Participating in the weekend was a group of brilliant women of all ages, all with very different backgrounds and disciplines, but all of whom were approaching the workshop with very little understanding or knowledge of video dance practice. The group was made up of dancers, socially engaged practitioners, performance artists, visual artists and a documentary filmmaker!

All participants were incredibly open and willing to try new exercises and tasks, and were so interested and supportive of experimental approaches to the collaboration of dance, movement and video. We had a really busy, quite intensive weekend full of moving (with and without cameras) indoors and outside (putting on quite a few “performances” for the confused public), having wonderful conversation and watching plenty of work too. I have been overjoyed and overwhelmed by the feedback the participants have been sharing about their experience, some of which is below…

“I found the workshop extremely well-designed and executed.  I particularly liked the balance between watching examples of screendance and learning techniques and context, with actual exercises of embodied experience.  Having plenty of exercises where we were thoroughly immersed in both the dance and the filming – moving continually between one and the other – was quite magical and meant I learnt an incredible amount in a short space of time.”

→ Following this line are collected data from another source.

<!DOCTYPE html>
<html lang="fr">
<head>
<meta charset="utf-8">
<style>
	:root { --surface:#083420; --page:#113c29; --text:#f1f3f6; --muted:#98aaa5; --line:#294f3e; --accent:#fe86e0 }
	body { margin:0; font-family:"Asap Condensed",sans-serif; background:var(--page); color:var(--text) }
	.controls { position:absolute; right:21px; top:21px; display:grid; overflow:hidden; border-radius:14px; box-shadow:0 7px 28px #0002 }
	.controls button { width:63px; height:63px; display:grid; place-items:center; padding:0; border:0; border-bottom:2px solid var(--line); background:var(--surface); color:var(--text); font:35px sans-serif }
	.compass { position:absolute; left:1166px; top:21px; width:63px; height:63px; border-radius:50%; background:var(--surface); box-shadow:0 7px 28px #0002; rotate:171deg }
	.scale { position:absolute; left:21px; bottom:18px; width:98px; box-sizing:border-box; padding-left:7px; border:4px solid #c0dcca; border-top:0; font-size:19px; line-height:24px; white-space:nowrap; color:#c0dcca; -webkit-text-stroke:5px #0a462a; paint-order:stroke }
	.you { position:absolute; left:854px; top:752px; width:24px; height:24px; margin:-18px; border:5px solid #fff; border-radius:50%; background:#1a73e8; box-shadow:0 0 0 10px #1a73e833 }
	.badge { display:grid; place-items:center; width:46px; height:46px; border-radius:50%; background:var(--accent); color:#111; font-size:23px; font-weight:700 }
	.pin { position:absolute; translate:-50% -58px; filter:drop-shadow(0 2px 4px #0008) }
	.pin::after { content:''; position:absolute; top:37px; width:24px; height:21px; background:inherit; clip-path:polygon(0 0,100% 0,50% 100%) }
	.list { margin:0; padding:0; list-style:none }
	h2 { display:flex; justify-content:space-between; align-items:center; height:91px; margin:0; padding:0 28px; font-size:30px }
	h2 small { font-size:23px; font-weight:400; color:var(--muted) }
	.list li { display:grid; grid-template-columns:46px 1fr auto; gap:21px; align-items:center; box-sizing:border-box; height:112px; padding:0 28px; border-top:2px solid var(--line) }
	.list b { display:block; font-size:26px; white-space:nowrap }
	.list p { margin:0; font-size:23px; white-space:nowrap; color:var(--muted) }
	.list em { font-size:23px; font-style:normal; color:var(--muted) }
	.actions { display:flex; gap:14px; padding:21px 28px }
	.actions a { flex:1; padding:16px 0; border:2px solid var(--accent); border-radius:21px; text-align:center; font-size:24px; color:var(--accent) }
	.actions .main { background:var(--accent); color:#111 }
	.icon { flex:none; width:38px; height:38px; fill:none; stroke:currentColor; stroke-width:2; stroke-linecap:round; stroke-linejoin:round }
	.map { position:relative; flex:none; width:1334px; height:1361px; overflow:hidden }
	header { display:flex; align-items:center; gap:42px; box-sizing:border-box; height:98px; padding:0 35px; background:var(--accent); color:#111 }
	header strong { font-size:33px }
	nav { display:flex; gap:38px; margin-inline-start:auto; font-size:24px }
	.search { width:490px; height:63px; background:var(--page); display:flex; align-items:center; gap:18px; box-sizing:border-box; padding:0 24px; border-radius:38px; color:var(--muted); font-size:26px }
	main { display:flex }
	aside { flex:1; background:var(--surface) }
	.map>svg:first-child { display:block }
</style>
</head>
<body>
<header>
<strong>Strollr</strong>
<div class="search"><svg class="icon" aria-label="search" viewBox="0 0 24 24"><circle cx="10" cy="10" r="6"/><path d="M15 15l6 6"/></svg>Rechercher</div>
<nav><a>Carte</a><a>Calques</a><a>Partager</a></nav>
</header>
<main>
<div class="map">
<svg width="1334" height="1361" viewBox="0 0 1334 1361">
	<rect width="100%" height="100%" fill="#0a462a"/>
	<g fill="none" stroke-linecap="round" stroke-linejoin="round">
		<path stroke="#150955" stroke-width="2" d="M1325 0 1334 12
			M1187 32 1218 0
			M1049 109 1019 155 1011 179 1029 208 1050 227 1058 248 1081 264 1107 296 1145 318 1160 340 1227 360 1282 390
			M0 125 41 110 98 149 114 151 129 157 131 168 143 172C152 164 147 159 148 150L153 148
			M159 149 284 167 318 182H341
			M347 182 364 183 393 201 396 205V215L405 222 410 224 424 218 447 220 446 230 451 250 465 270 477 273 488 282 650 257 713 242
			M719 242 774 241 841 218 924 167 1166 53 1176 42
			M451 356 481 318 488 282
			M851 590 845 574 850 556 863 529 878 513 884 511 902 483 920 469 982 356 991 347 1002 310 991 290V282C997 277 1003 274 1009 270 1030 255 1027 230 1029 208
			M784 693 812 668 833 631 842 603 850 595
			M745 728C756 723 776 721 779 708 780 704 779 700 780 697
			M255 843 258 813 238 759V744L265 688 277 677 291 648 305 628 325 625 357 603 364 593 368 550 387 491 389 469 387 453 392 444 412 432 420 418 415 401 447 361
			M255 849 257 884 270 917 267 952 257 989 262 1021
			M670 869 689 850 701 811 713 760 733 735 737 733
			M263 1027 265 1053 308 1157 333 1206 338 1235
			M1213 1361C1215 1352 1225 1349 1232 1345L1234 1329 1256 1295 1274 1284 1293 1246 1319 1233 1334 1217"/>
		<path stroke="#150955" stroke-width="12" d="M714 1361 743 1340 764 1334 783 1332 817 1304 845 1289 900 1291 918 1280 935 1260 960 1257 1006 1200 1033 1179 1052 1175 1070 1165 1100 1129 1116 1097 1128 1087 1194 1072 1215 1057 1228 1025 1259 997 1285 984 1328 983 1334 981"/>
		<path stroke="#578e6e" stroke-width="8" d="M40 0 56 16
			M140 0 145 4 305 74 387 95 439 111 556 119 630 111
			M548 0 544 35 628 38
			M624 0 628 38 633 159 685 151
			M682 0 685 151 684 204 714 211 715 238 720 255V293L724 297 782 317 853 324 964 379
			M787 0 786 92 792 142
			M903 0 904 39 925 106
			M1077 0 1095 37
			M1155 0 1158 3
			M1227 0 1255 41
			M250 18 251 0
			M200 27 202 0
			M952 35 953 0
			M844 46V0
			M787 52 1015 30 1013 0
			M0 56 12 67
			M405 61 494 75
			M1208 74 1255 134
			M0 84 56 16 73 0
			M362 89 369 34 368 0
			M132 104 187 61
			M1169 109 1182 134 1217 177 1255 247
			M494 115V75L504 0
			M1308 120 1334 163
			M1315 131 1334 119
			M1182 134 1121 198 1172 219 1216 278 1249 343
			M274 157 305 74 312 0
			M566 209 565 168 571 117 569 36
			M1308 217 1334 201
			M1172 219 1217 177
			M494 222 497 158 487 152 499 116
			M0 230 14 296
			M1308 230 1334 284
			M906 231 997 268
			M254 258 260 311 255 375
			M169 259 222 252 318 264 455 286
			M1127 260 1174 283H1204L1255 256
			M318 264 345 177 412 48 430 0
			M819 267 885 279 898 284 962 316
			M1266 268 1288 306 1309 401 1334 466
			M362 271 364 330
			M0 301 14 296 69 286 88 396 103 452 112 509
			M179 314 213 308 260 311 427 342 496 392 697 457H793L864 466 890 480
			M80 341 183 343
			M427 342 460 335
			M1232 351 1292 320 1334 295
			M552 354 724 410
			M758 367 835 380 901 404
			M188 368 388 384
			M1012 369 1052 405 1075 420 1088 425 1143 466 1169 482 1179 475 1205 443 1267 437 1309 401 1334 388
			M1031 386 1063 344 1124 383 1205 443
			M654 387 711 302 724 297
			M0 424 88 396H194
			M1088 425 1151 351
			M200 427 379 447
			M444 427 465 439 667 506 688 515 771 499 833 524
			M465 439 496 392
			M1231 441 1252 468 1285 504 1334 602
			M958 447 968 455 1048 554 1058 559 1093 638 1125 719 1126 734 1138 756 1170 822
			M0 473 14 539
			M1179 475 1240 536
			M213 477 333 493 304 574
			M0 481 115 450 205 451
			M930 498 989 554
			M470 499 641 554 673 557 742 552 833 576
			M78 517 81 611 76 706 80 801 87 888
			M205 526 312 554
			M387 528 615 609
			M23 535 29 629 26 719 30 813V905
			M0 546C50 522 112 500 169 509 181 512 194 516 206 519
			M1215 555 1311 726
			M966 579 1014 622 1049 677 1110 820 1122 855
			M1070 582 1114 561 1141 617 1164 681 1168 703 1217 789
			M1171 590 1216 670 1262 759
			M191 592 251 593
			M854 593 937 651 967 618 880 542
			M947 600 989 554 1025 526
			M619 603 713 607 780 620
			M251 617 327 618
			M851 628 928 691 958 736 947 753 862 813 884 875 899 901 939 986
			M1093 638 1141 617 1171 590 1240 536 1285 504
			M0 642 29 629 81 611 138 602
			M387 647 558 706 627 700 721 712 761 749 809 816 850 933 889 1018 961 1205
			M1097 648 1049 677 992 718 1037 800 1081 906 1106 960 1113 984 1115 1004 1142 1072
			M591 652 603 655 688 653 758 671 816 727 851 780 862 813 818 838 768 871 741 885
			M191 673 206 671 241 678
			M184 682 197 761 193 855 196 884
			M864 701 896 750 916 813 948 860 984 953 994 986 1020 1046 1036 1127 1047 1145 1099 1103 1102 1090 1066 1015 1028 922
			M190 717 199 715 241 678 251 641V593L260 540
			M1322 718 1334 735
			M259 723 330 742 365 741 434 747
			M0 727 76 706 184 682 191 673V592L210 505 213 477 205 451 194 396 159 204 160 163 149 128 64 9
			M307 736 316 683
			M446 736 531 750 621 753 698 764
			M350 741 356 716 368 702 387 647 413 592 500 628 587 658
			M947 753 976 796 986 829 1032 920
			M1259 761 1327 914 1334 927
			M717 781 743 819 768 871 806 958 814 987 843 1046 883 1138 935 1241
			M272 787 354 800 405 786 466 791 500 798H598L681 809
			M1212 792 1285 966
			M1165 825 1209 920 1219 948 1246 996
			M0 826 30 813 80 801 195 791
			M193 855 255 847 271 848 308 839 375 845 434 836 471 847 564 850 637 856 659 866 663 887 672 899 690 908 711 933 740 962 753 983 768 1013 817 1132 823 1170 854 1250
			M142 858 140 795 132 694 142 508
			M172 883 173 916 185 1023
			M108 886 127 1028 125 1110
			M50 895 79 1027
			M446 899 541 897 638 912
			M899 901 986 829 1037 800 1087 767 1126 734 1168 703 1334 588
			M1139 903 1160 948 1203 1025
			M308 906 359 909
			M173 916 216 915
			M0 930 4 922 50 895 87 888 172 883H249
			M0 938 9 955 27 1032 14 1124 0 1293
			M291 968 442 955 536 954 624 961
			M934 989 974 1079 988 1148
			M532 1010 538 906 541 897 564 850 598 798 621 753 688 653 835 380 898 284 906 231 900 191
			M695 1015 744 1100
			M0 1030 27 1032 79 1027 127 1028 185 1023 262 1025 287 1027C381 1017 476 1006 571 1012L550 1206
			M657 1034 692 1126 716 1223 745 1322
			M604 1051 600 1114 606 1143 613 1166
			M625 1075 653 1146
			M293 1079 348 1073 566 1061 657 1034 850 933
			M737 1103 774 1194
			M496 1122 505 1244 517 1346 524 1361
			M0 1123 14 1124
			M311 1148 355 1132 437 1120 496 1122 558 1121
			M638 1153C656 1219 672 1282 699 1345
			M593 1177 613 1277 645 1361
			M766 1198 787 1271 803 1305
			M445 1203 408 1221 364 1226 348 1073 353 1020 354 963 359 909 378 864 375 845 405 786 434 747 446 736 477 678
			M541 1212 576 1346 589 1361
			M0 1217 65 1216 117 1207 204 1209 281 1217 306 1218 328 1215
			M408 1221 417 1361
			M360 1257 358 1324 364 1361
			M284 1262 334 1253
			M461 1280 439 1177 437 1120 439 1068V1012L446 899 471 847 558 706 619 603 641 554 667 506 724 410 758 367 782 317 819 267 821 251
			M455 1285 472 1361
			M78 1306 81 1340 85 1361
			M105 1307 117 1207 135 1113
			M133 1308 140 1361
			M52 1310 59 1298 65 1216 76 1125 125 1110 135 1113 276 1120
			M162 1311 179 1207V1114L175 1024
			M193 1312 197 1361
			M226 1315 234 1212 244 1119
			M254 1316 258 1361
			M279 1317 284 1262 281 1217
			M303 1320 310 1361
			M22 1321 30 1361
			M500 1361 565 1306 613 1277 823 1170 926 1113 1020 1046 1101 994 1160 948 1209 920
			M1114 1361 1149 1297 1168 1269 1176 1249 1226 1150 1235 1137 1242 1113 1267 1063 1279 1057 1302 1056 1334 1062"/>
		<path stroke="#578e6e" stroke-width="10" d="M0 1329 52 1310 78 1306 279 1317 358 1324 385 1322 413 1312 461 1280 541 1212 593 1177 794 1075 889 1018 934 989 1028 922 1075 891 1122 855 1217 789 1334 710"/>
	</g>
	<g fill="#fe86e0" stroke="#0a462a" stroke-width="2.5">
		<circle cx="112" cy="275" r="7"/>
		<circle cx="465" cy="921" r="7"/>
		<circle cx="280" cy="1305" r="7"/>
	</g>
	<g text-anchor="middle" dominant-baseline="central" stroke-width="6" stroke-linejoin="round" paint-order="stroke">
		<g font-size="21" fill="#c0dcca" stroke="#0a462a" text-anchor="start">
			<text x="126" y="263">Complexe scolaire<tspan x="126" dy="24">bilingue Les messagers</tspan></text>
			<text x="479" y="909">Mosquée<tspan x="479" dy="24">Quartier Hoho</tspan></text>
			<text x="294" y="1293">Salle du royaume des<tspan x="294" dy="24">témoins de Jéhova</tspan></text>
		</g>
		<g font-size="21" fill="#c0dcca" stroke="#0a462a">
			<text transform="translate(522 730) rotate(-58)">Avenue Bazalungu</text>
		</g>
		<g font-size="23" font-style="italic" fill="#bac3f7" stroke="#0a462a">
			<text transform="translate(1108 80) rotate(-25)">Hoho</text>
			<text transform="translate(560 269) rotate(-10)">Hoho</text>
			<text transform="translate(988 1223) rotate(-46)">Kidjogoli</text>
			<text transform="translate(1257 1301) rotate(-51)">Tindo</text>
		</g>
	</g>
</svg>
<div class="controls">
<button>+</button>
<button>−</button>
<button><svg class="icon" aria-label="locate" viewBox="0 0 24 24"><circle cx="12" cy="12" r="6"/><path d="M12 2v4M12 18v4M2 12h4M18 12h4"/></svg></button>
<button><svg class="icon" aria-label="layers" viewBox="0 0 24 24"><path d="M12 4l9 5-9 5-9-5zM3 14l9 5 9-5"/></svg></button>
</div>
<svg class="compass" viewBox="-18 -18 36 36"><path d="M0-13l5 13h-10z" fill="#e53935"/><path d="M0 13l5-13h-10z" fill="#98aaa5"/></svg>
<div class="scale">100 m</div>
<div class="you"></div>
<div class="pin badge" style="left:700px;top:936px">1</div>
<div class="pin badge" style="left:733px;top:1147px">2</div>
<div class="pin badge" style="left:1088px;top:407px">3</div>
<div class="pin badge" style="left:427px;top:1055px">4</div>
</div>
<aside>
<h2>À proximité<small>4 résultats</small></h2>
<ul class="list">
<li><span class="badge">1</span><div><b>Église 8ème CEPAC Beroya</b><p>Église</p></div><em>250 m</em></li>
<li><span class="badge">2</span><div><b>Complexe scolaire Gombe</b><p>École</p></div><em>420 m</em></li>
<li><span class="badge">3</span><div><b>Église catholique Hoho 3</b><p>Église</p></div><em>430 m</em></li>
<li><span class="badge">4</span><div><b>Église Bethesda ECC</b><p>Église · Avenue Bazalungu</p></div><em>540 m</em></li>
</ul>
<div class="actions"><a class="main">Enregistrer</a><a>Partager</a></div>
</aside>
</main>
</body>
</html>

“In particular I simply loved the fact that a group of no collective previous experience of working together could create a piece of work together – able to take turns to film and dance in one fluid improvised piece. What a great beginning to a workshop… And given that we could only join on day 2 and yet be accepted into and as part of the group, feeling welcomed in fact is testament to a brilliantly led/facilitated workshop, and group members willing to work together. Full on creativity and very little ego, very refreshing.”

“Attending Natalia’s workshop not only helped me move forward in an artistic sense; it was an incredibly refreshing workshop due to the opportunity to bond with like minded people and dancing creatively together. Overall it was a much more exciting take on reality. I enjoyed the fact that nothing was easy or too difficult… Most importantly, I didn’t need to have a dance background or specialist knowledge in order to feel the joy in getting involved.”

I am so happy that the workshop was such a positive experience for all involved and excited that Dance North are supporting artists working in the hybrid practice of screendance whilst providing opportunities for local artists and communities to engage with them.

It’s important that screendance, whilst demanding a synthesis of different disciplines, isn’t continually pushed off of the margins of these practices and therefore misunderstood and underrepresented. I’m hopeful after this weekend that I’ve got more budding screendance artists behind me who feel the same!